También encontrarán eco en las páginas hirvientes de ¿Qué es el arte?sus virulentos ataques a la música de programa, y a ese intento de fusión de distintas disciplinas artísticas. Para Tolstói cada forma de arte tiene sus propias reglas, intransferibles e únicas, que no es posible combinar sin que una de ellas resulte perjudicada. De ahí su rechazo de la ópera como género, en la medida en que combina el arte musical y el dramático, y su crítica de casi toda la música contemporánea, con su obsesión por reproducir efectos de disciplinas artísticas ajenas, como juegos de luz y color, efusiones líricas, etcétera.
A pesar de que Tolstói a veces es un prosista un tanto desmañado (nada que ver con las armonías y el equilibrio perfecto de las frases de Turguénev), la novela rebosa poesía por los cuatro costados. Los ejemplos son tan numerosos que resulta imposible enumerarlos. Por todas partes aparecen comentarios e indicios simbólicos, correspondencias, líneas que se cruzan, círculos que se cierran. A Anna la vemos por primera y última vez en una estación. El accidente del guardagujas presagia su final, como ella misma presiente de una forma oscura. Cuando se entera del accidente al llegar a Moscú, rebosante de alegría y vitalidad, sus labios tiemblan y sus ojos se llenan de lágrimas. Su hermano, el ufano Oblonski, le pregunta si le pasa algo y ella responde: «Veo un mal presagio». Anna llega a Moscú para salvar el matrimonio de su hermano y lo hace a costa de acabar con el suyo. En las primeras páginas la vemos en compañía de Kitty y en las últimas también. Todo parece un juego de simetrías y contrastes.

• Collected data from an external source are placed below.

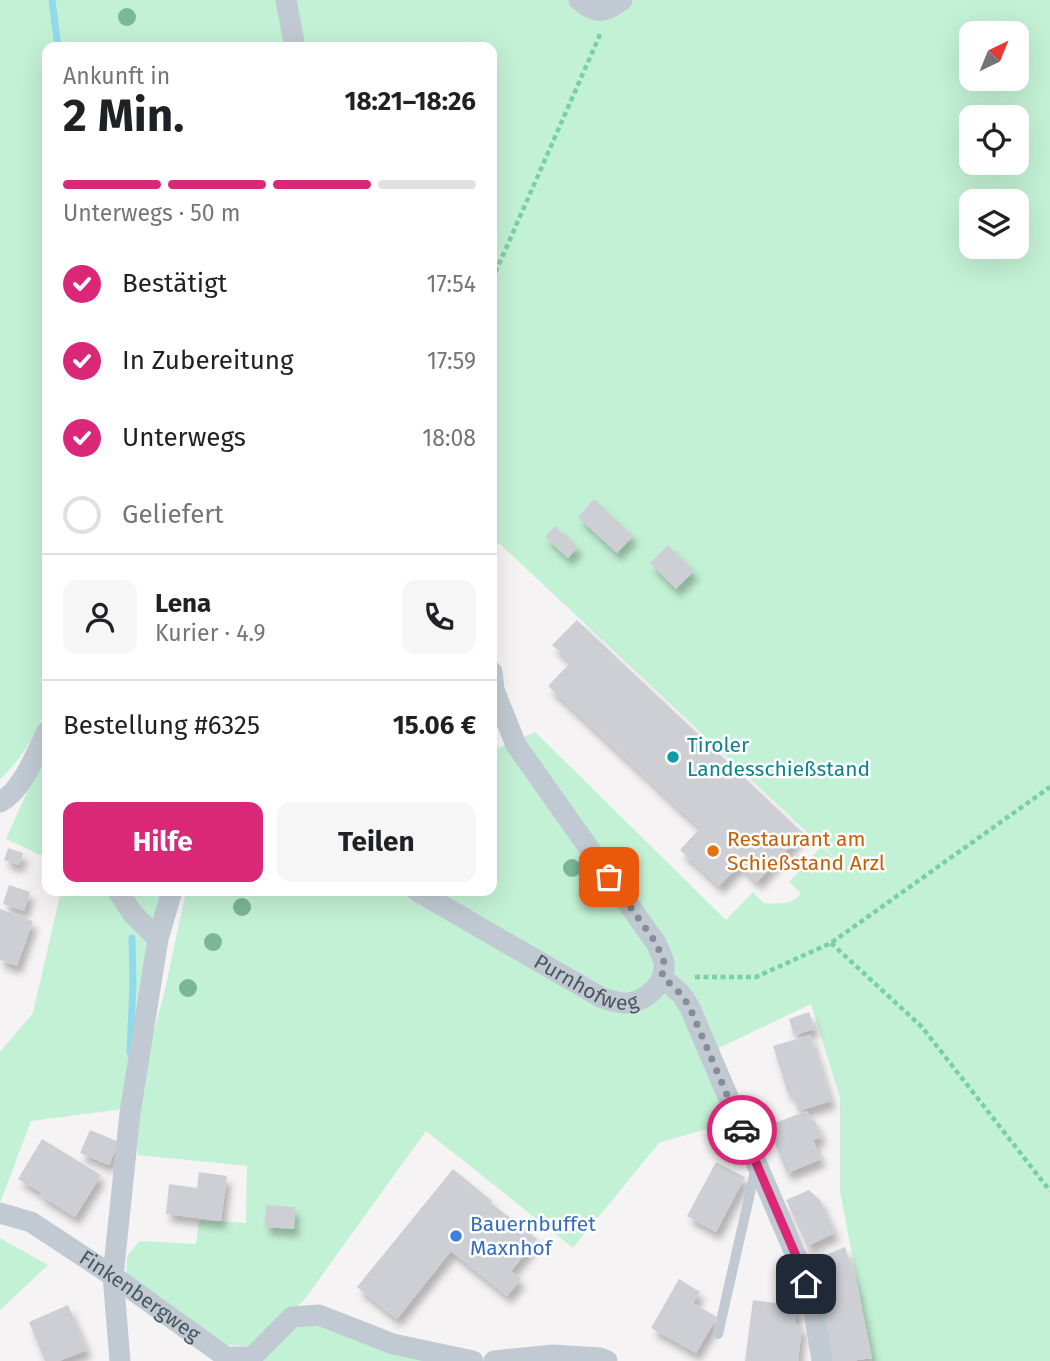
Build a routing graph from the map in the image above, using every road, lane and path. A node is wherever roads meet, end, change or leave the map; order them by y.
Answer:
1 (286, 0) edge
2 (579, 0) edge
3 (622, 0) edge
4 (602, 11) junction
5 (294, 42) edge
6 (497, 269) edge
7 (497, 698) edge
8 (42, 741) edge
9 (1050, 787) edge
10 (0, 802) edge
11 (121, 896) edge
12 (171, 896) edge
13 (425, 896) edge
14 (158, 939) junction
15 (831, 943) junction
16 (662, 976) junction
17 (756, 1164) junction
18 (1050, 1191) edge
19 (0, 1213) edge
20 (113, 1276) junction
21 (718, 1334) dead end
22 (120, 1361) edge
23 (473, 1361) edge
24 (494, 1361) edge
25 (607, 1361) edge
26 (822, 1361) edge

1 - 5 street
2 - 4 street
3 - 4 street
4 - 6 path
7 - 16 street, Purnhofweg
8 - 10 street
9 - 15 path
11 - 14 street
12 - 14 street
13 - 16 street, Purnhofweg
14 - 20 street
15 - 16 path
15 - 18 path
16 - 17 street
17 - 21 lane
17 - 26 street
19 - 20 street, Finkenbergweg
20 - 22 street
20 - 23 street, Finkenbergweg
24 - 25 street

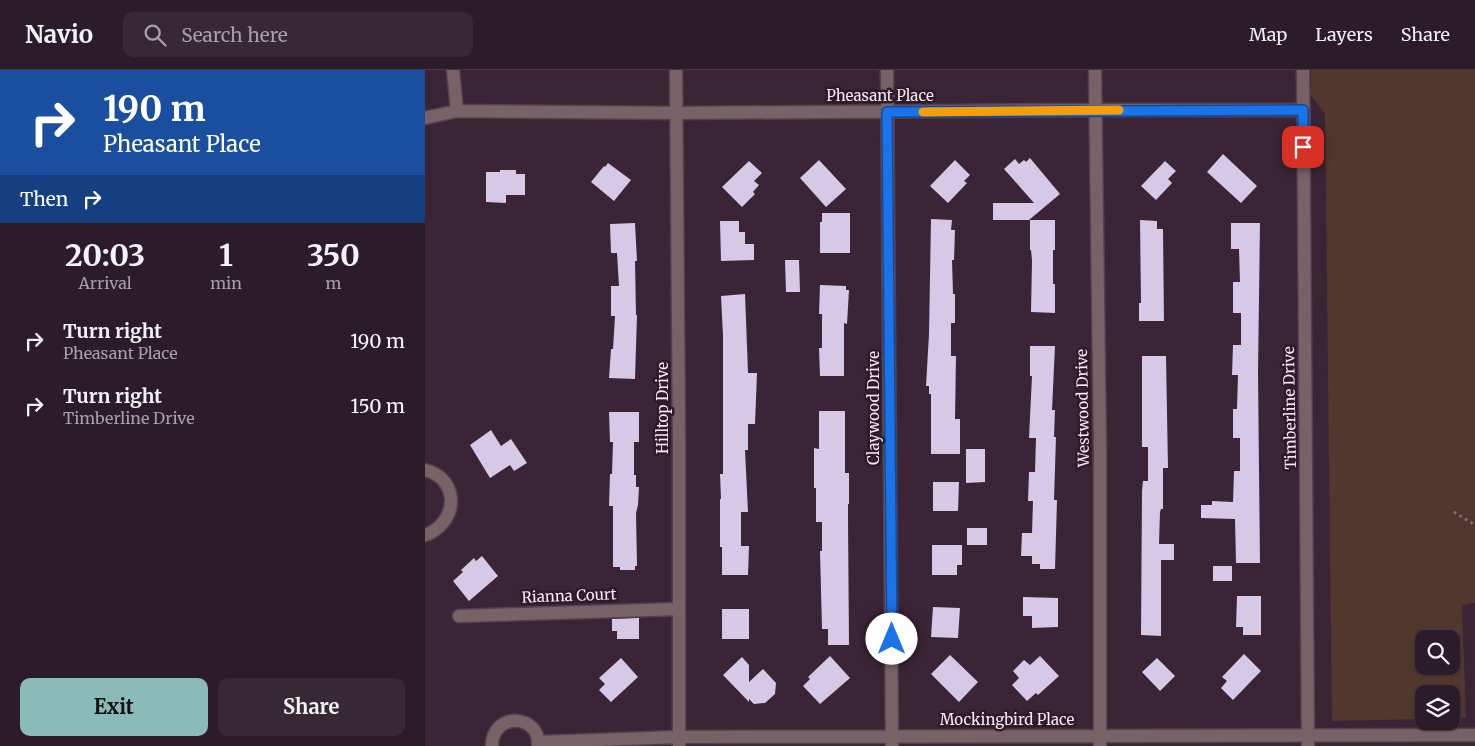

Es imposible no ver el simbolismo que encierra la caída de Fru Fru, durante las carreras. Un movimiento en falso de Vronski hace que la yegua se rompa el espinazo y agonice en el suelo, ante la mirada impotente del jinete. Tampoco Vronski se volvió después de la última entrevista con Anna. Otro movimiento en falso que acaba con otra vida. No menos premonitorio es el juego infantil de Seriozha con sus compañeros, imitando la marcha de un tren.
Difícilmente se puede olvidar la poética y conmovedora imagen de la vela al final de la vida de Anna, que ya había aparecido antes: «¿Por qué no apagar la vela cuando ya no hay nada que ver, cuando a uno le repugna todo lo que ve?».
¿Y qué decir de la ominosa pesadilla que comparten Anna y Vronski, del frío terror que se apodera de ambos cuando Anna le cuenta su espantoso sueño y Vronski reconoce los rasgos de la misma historia urdida por su imaginación? El hombrecillo inquietante y horrendo, los golpes en el hierro, las palabras chapurreadas en francés...
Anna Karénina, una novela imbuida de libertad, es al mismo tiempo inamovible en sus reglas, necesaria en su desenlace. Daria Aleksándrovna y Oblonski no pueden separarse. Anna y Vronski no pueden entenderse. Todo parece conducir a una conclusión inevitable, que ni el propio autor parece en condiciones de cambiar. No en vano, a Tolstói le gustaba una anécdota que se contaba de Pushkin: un día, comentando con una amiga el desenlace de su novela en verso Yevgueni Onieguin, habría dicho de la heroína de la obra: «Jamás me habría esperado eso de Tatiana».
Cabe destacar también la enorme objetividad con que está escrita la novela. Imposible buscar culpables e inocentes, víctimas y verdugos, buenos y malos. En las páginas de Anna Karéninael lector encontrará seres humanos, con errores y aciertos y una línea de conducta inamovible, dados los hábitos, la posición, el carácter y el pasado de cada personaje. Tolstói dijo en una ocasión: «He comprobado que un relato impresiona mucho más cuando no se sabe de qué parte está el autor». Desde ese punto de vista, todos los personajes encuentran una justificación, porque no pueden obrar de otro modo. Sólo figuras secundarias merecen la plena condena de Tolstói: la pietista madame Stahl, con su humildad de puertas afuera y sus ataques de malhumor, o las santurronas petersburguesas que han caído en las redes del espiritismo, tan diligentes para propugnar el bien como para perpetrar el mal.